Recorded data

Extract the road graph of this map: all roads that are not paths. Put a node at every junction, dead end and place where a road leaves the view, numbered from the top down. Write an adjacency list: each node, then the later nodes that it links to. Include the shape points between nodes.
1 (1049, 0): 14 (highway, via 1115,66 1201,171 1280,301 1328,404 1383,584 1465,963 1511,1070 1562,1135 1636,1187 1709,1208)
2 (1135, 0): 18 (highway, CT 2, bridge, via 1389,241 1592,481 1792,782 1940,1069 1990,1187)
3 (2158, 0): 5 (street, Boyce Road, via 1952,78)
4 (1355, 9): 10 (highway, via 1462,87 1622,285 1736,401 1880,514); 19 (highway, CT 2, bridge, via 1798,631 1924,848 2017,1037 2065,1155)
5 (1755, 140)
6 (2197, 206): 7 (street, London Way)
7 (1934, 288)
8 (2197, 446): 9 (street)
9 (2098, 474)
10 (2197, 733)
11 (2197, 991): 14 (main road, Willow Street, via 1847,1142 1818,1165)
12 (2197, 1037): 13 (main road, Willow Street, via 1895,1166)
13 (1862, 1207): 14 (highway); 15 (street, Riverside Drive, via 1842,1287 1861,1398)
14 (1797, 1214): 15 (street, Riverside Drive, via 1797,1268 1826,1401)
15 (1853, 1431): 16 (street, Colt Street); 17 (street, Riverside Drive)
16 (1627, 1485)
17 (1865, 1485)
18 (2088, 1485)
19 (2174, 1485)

■ PROBLEM DESCRIPTION
Repeat each entry above, keeping every word exact.

■ THE ANSWER
Extract the road graph of this map: all roads that are not paths. Put a node at every junction, dead end and place where a road leaves the view, numbered from the top down. Write an adjacency list: each node, then the later nodes that it links to. Include the shape points between nodes.
1 (1049, 0): 14 (highway, via 1115,66 1201,171 1280,301 1328,404 1383,584 1465,963 1511,1070 1562,1135 1636,1187 1709,1208)
2 (1135, 0): 18 (highway, CT 2, bridge, via 1389,241 1592,481 1792,782 1940,1069 1990,1187)
3 (2158, 0): 5 (street, Boyce Road, via 1952,78)
4 (1355, 9): 10 (highway, via 1462,87 1622,285 1736,401 1880,514); 19 (highway, CT 2, bridge, via 1798,631 1924,848 2017,1037 2065,1155)
5 (1755, 140)
6 (2197, 206): 7 (street, London Way)
7 (1934, 288)
8 (2197, 446): 9 (street)
9 (2098, 474)
10 (2197, 733)
11 (2197, 991): 14 (main road, Willow Street, via 1847,1142 1818,1165)
12 (2197, 1037): 13 (main road, Willow Street, via 1895,1166)
13 (1862, 1207): 14 (highway); 15 (street, Riverside Drive, via 1842,1287 1861,1398)
14 (1797, 1214): 15 (street, Riverside Drive, via 1797,1268 1826,1401)
15 (1853, 1431): 16 (street, Colt Street); 17 (street, Riverside Drive)
16 (1627, 1485)
17 (1865, 1485)
18 (2088, 1485)
19 (2174, 1485)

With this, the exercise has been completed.